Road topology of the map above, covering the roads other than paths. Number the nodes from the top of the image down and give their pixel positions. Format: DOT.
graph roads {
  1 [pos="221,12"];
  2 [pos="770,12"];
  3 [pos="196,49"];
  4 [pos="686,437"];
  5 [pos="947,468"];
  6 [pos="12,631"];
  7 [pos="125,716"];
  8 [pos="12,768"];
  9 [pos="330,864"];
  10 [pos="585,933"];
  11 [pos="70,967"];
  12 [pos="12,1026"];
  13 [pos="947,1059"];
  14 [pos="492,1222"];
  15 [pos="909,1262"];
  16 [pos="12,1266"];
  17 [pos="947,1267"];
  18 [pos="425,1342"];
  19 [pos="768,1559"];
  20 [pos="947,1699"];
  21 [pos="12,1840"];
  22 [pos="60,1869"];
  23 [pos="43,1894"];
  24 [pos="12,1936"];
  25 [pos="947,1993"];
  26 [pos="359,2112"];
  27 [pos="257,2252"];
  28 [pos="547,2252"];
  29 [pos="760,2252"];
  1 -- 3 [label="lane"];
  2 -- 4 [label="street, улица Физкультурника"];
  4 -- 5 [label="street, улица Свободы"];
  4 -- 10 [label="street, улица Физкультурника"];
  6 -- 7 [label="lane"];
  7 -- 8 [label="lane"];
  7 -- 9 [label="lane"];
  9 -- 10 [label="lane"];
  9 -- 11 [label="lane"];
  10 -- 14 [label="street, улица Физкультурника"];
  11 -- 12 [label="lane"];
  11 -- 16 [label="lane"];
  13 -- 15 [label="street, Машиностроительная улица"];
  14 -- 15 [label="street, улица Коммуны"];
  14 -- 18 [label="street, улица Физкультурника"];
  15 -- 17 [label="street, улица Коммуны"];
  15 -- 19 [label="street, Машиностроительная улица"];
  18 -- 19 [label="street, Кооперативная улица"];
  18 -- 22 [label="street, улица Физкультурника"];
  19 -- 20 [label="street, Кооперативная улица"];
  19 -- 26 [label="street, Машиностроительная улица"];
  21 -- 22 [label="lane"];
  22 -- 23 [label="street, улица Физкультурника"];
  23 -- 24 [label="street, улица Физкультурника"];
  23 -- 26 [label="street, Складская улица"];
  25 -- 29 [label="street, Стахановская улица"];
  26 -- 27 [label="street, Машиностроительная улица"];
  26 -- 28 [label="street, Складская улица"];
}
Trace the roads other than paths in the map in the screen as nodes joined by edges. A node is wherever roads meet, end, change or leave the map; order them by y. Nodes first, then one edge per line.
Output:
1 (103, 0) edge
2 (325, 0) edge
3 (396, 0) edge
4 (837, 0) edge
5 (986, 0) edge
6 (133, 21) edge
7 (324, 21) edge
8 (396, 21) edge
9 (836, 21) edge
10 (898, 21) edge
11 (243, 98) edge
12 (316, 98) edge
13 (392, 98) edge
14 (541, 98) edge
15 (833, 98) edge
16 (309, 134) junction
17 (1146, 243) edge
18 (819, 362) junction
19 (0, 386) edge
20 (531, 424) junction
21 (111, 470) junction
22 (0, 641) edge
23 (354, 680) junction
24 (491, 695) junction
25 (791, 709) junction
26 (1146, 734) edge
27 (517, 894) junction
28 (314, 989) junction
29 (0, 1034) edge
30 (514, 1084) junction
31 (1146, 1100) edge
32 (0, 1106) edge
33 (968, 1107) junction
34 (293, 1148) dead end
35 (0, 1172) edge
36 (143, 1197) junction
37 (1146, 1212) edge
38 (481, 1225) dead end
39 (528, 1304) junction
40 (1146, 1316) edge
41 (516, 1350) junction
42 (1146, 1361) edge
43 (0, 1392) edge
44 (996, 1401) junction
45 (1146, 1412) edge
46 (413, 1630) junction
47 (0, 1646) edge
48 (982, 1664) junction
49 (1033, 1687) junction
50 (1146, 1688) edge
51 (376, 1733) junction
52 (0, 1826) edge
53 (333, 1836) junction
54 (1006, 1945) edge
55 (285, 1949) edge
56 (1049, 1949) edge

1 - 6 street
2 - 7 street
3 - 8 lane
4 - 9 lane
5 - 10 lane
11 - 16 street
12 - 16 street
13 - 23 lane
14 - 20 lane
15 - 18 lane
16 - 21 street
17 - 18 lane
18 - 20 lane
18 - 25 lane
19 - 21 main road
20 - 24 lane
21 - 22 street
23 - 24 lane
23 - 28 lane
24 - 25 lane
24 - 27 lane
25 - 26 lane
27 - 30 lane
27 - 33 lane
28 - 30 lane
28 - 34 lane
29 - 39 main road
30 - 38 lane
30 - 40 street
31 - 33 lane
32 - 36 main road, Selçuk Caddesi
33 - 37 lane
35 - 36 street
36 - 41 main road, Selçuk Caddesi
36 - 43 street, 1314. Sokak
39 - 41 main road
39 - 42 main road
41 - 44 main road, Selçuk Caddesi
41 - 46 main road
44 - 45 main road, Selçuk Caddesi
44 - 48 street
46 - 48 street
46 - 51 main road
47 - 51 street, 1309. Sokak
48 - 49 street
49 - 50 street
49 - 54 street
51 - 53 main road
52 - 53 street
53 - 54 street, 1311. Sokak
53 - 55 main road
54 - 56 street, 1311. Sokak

───

**Problem statement:** Every entry must be set down again exactly as it reads.

**Exercise output:**
Road topology of the map above, covering the roads other than paths. Number the nodes from the top of the image down and give their pixel positions. Format: DOT.
graph roads {
  1 [pos="221,12"];
  2 [pos="770,12"];
  3 [pos="196,49"];
  4 [pos="686,437"];
  5 [pos="947,468"];
  6 [pos="12,631"];
  7 [pos="125,716"];
  8 [pos="12,768"];
  9 [pos="330,864"];
  10 [pos="585,933"];
  11 [pos="70,967"];
  12 [pos="12,1026"];
  13 [pos="947,1059"];
  14 [pos="492,1222"];
  15 [pos="909,1262"];
  16 [pos="12,1266"];
  17 [pos="947,1267"];
  18 [pos="425,1342"];
  19 [pos="768,1559"];
  20 [pos="947,1699"];
  21 [pos="12,1840"];
  22 [pos="60,1869"];
  23 [pos="43,1894"];
  24 [pos="12,1936"];
  25 [pos="947,1993"];
  26 [pos="359,2112"];
  27 [pos="257,2252"];
  28 [pos="547,2252"];
  29 [pos="760,2252"];
  1 -- 3 [label="lane"];
  2 -- 4 [label="street, улица Физкультурника"];
  4 -- 5 [label="street, улица Свободы"];
  4 -- 10 [label="street, улица Физкультурника"];
  6 -- 7 [label="lane"];
  7 -- 8 [label="lane"];
  7 -- 9 [label="lane"];
  9 -- 10 [label="lane"];
  9 -- 11 [label="lane"];
  10 -- 14 [label="street, улица Физкультурника"];
  11 -- 12 [label="lane"];
  11 -- 16 [label="lane"];
  13 -- 15 [label="street, Машиностроительная улица"];
  14 -- 15 [label="street, улица Коммуны"];
  14 -- 18 [label="street, улица Физкультурника"];
  15 -- 17 [label="street, улица Коммуны"];
  15 -- 19 [label="street, Машиностроительная улица"];
  18 -- 19 [label="street, Кооперативная улица"];
  18 -- 22 [label="street, улица Физкультурника"];
  19 -- 20 [label="street, Кооперативная улица"];
  19 -- 26 [label="street, Машиностроительная улица"];
  21 -- 22 [label="lane"];
  22 -- 23 [label="street, улица Физкультурника"];
  23 -- 24 [label="street, улица Физкультурника"];
  23 -- 26 [label="street, Складская улица"];
  25 -- 29 [label="street, Стахановская улица"];
  26 -- 27 [label="street, Машиностроительная улица"];
  26 -- 28 [label="street, Складская улица"];
}
Trace the roads other than paths in the map in the screen as nodes joined by edges. A node is wherever roads meet, end, change or leave the map; order them by y. Nodes first, then one edge per line.
Output:
1 (103, 0) edge
2 (325, 0) edge
3 (396, 0) edge
4 (837, 0) edge
5 (986, 0) edge
6 (133, 21) edge
7 (324, 21) edge
8 (396, 21) edge
9 (836, 21) edge
10 (898, 21) edge
11 (243, 98) edge
12 (316, 98) edge
13 (392, 98) edge
14 (541, 98) edge
15 (833, 98) edge
16 (309, 134) junction
17 (1146, 243) edge
18 (819, 362) junction
19 (0, 386) edge
20 (531, 424) junction
21 (111, 470) junction
22 (0, 641) edge
23 (354, 680) junction
24 (491, 695) junction
25 (791, 709) junction
26 (1146, 734) edge
27 (517, 894) junction
28 (314, 989) junction
29 (0, 1034) edge
30 (514, 1084) junction
31 (1146, 1100) edge
32 (0, 1106) edge
33 (968, 1107) junction
34 (293, 1148) dead end
35 (0, 1172) edge
36 (143, 1197) junction
37 (1146, 1212) edge
38 (481, 1225) dead end
39 (528, 1304) junction
40 (1146, 1316) edge
41 (516, 1350) junction
42 (1146, 1361) edge
43 (0, 1392) edge
44 (996, 1401) junction
45 (1146, 1412) edge
46 (413, 1630) junction
47 (0, 1646) edge
48 (982, 1664) junction
49 (1033, 1687) junction
50 (1146, 1688) edge
51 (376, 1733) junction
52 (0, 1826) edge
53 (333, 1836) junction
54 (1006, 1945) edge
55 (285, 1949) edge
56 (1049, 1949) edge

1 - 6 street
2 - 7 street
3 - 8 lane
4 - 9 lane
5 - 10 lane
11 - 16 street
12 - 16 street
13 - 23 lane
14 - 20 lane
15 - 18 lane
16 - 21 street
17 - 18 lane
18 - 20 lane
18 - 25 lane
19 - 21 main road
20 - 24 lane
21 - 22 street
23 - 24 lane
23 - 28 lane
24 - 25 lane
24 - 27 lane
25 - 26 lane
27 - 30 lane
27 - 33 lane
28 - 30 lane
28 - 34 lane
29 - 39 main road
30 - 38 lane
30 - 40 street
31 - 33 lane
32 - 36 main road, Selçuk Caddesi
33 - 37 lane
35 - 36 street
36 - 41 main road, Selçuk Caddesi
36 - 43 street, 1314. Sokak
39 - 41 main road
39 - 42 main road
41 - 44 main road, Selçuk Caddesi
41 - 46 main road
44 - 45 main road, Selçuk Caddesi
44 - 48 street
46 - 48 street
46 - 51 main road
47 - 51 street, 1309. Sokak
48 - 49 street
49 - 50 street
49 - 54 street
51 - 53 main road
52 - 53 street
53 - 54 street, 1311. Sokak
53 - 55 main road
54 - 56 street, 1311. Sokak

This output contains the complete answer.